(GIVEN RECORDS)
● ● ● ● ● ● ●

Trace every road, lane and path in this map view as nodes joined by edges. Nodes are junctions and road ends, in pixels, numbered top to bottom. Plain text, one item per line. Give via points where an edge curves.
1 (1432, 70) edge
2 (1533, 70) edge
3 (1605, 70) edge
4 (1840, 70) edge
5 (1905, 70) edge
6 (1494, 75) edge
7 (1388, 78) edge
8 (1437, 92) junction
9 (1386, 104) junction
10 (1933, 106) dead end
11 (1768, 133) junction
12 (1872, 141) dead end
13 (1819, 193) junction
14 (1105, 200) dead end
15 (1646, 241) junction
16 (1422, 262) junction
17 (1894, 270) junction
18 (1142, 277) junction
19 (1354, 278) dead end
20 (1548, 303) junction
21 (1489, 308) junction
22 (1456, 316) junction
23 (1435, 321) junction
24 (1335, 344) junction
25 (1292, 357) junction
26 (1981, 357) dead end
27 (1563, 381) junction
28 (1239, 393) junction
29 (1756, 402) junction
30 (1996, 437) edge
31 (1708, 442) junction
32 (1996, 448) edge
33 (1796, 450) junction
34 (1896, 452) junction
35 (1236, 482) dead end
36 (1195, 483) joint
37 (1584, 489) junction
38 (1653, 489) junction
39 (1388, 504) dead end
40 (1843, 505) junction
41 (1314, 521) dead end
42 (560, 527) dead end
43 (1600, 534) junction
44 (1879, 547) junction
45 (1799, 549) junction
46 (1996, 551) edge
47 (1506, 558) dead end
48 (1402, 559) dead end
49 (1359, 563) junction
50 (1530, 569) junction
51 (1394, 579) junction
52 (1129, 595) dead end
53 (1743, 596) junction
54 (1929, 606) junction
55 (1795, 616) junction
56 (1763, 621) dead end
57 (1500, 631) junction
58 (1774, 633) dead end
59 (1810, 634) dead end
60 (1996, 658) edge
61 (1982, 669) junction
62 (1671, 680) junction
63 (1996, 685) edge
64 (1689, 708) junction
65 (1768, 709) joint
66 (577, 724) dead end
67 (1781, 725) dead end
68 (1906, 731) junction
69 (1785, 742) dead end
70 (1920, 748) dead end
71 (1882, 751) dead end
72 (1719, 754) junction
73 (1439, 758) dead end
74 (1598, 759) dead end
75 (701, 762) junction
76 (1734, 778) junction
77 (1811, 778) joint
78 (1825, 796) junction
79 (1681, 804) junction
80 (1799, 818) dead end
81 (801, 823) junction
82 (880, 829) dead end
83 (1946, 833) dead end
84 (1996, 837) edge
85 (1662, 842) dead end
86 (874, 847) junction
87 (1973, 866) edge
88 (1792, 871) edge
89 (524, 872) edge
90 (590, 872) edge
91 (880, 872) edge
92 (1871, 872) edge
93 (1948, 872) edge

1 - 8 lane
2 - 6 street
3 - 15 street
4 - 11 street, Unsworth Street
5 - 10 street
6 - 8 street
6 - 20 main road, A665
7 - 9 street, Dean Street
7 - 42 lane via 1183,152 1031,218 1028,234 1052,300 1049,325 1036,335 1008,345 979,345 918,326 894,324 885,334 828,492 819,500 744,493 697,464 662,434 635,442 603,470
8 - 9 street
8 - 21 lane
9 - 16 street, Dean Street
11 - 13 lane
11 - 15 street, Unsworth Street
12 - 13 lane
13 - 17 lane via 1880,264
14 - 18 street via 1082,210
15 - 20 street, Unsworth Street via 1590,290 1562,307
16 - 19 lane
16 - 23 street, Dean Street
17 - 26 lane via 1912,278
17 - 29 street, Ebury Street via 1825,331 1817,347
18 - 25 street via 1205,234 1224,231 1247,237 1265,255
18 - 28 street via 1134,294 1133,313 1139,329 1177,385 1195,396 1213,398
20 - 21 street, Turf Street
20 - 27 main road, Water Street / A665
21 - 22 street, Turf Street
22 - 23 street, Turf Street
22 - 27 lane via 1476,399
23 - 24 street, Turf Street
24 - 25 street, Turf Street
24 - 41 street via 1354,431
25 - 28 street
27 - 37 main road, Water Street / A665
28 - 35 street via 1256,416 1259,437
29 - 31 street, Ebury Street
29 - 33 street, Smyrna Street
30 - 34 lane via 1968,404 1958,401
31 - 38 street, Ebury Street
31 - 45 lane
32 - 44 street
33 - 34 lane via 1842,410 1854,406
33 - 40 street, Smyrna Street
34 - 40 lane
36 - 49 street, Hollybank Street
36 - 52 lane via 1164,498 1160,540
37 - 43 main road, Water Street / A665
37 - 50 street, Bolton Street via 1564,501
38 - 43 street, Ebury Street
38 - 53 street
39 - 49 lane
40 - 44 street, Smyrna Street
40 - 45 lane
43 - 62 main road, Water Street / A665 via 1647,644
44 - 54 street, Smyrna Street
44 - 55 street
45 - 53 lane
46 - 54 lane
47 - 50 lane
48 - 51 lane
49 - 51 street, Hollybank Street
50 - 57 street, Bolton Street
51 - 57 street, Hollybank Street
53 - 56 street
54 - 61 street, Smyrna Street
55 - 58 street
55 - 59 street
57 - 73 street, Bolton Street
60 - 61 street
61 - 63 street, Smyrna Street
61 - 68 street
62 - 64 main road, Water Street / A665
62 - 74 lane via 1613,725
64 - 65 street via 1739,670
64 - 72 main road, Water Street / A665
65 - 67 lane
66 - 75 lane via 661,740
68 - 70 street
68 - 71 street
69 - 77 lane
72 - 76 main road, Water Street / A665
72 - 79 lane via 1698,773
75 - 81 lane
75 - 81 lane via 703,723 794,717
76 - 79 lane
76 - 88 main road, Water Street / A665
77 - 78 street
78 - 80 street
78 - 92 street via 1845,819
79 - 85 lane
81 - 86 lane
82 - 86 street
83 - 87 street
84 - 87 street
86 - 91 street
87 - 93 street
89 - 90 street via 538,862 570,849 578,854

● ● ● ● ● ● ●

(TASK OBJECTIVE) Preserving every character, copy the records above out again.

(TASK RESPONSE)
Trace every road, lane and path in this map view as nodes joined by edges. Nodes are junctions and road ends, in pixels, numbered top to bottom. Plain text, one item per line. Give via points where an edge curves.
1 (1432, 70) edge
2 (1533, 70) edge
3 (1605, 70) edge
4 (1840, 70) edge
5 (1905, 70) edge
6 (1494, 75) edge
7 (1388, 78) edge
8 (1437, 92) junction
9 (1386, 104) junction
10 (1933, 106) dead end
11 (1768, 133) junction
12 (1872, 141) dead end
13 (1819, 193) junction
14 (1105, 200) dead end
15 (1646, 241) junction
16 (1422, 262) junction
17 (1894, 270) junction
18 (1142, 277) junction
19 (1354, 278) dead end
20 (1548, 303) junction
21 (1489, 308) junction
22 (1456, 316) junction
23 (1435, 321) junction
24 (1335, 344) junction
25 (1292, 357) junction
26 (1981, 357) dead end
27 (1563, 381) junction
28 (1239, 393) junction
29 (1756, 402) junction
30 (1996, 437) edge
31 (1708, 442) junction
32 (1996, 448) edge
33 (1796, 450) junction
34 (1896, 452) junction
35 (1236, 482) dead end
36 (1195, 483) joint
37 (1584, 489) junction
38 (1653, 489) junction
39 (1388, 504) dead end
40 (1843, 505) junction
41 (1314, 521) dead end
42 (560, 527) dead end
43 (1600, 534) junction
44 (1879, 547) junction
45 (1799, 549) junction
46 (1996, 551) edge
47 (1506, 558) dead end
48 (1402, 559) dead end
49 (1359, 563) junction
50 (1530, 569) junction
51 (1394, 579) junction
52 (1129, 595) dead end
53 (1743, 596) junction
54 (1929, 606) junction
55 (1795, 616) junction
56 (1763, 621) dead end
57 (1500, 631) junction
58 (1774, 633) dead end
59 (1810, 634) dead end
60 (1996, 658) edge
61 (1982, 669) junction
62 (1671, 680) junction
63 (1996, 685) edge
64 (1689, 708) junction
65 (1768, 709) joint
66 (577, 724) dead end
67 (1781, 725) dead end
68 (1906, 731) junction
69 (1785, 742) dead end
70 (1920, 748) dead end
71 (1882, 751) dead end
72 (1719, 754) junction
73 (1439, 758) dead end
74 (1598, 759) dead end
75 (701, 762) junction
76 (1734, 778) junction
77 (1811, 778) joint
78 (1825, 796) junction
79 (1681, 804) junction
80 (1799, 818) dead end
81 (801, 823) junction
82 (880, 829) dead end
83 (1946, 833) dead end
84 (1996, 837) edge
85 (1662, 842) dead end
86 (874, 847) junction
87 (1973, 866) edge
88 (1792, 871) edge
89 (524, 872) edge
90 (590, 872) edge
91 (880, 872) edge
92 (1871, 872) edge
93 (1948, 872) edge

1 - 8 lane
2 - 6 street
3 - 15 street
4 - 11 street, Unsworth Street
5 - 10 street
6 - 8 street
6 - 20 main road, A665
7 - 9 street, Dean Street
7 - 42 lane via 1183,152 1031,218 1028,234 1052,300 1049,325 1036,335 1008,345 979,345 918,326 894,324 885,334 828,492 819,500 744,493 697,464 662,434 635,442 603,470
8 - 9 street
8 - 21 lane
9 - 16 street, Dean Street
11 - 13 lane
11 - 15 street, Unsworth Street
12 - 13 lane
13 - 17 lane via 1880,264
14 - 18 street via 1082,210
15 - 20 street, Unsworth Street via 1590,290 1562,307
16 - 19 lane
16 - 23 street, Dean Street
17 - 26 lane via 1912,278
17 - 29 street, Ebury Street via 1825,331 1817,347
18 - 25 street via 1205,234 1224,231 1247,237 1265,255
18 - 28 street via 1134,294 1133,313 1139,329 1177,385 1195,396 1213,398
20 - 21 street, Turf Street
20 - 27 main road, Water Street / A665
21 - 22 street, Turf Street
22 - 23 street, Turf Street
22 - 27 lane via 1476,399
23 - 24 street, Turf Street
24 - 25 street, Turf Street
24 - 41 street via 1354,431
25 - 28 street
27 - 37 main road, Water Street / A665
28 - 35 street via 1256,416 1259,437
29 - 31 street, Ebury Street
29 - 33 street, Smyrna Street
30 - 34 lane via 1968,404 1958,401
31 - 38 street, Ebury Street
31 - 45 lane
32 - 44 street
33 - 34 lane via 1842,410 1854,406
33 - 40 street, Smyrna Street
34 - 40 lane
36 - 49 street, Hollybank Street
36 - 52 lane via 1164,498 1160,540
37 - 43 main road, Water Street / A665
37 - 50 street, Bolton Street via 1564,501
38 - 43 street, Ebury Street
38 - 53 street
39 - 49 lane
40 - 44 street, Smyrna Street
40 - 45 lane
43 - 62 main road, Water Street / A665 via 1647,644
44 - 54 street, Smyrna Street
44 - 55 street
45 - 53 lane
46 - 54 lane
47 - 50 lane
48 - 51 lane
49 - 51 street, Hollybank Street
50 - 57 street, Bolton Street
51 - 57 street, Hollybank Street
53 - 56 street
54 - 61 street, Smyrna Street
55 - 58 street
55 - 59 street
57 - 73 street, Bolton Street
60 - 61 street
61 - 63 street, Smyrna Street
61 - 68 street
62 - 64 main road, Water Street / A665
62 - 74 lane via 1613,725
64 - 65 street via 1739,670
64 - 72 main road, Water Street / A665
65 - 67 lane
66 - 75 lane via 661,740
68 - 70 street
68 - 71 street
69 - 77 lane
72 - 76 main road, Water Street / A665
72 - 79 lane via 1698,773
75 - 81 lane
75 - 81 lane via 703,723 794,717
76 - 79 lane
76 - 88 main road, Water Street / A665
77 - 78 street
78 - 80 street
78 - 92 street via 1845,819
79 - 85 lane
81 - 86 lane
82 - 86 street
83 - 87 street
84 - 87 street
86 - 91 street
87 - 93 street
89 - 90 street via 538,862 570,849 578,854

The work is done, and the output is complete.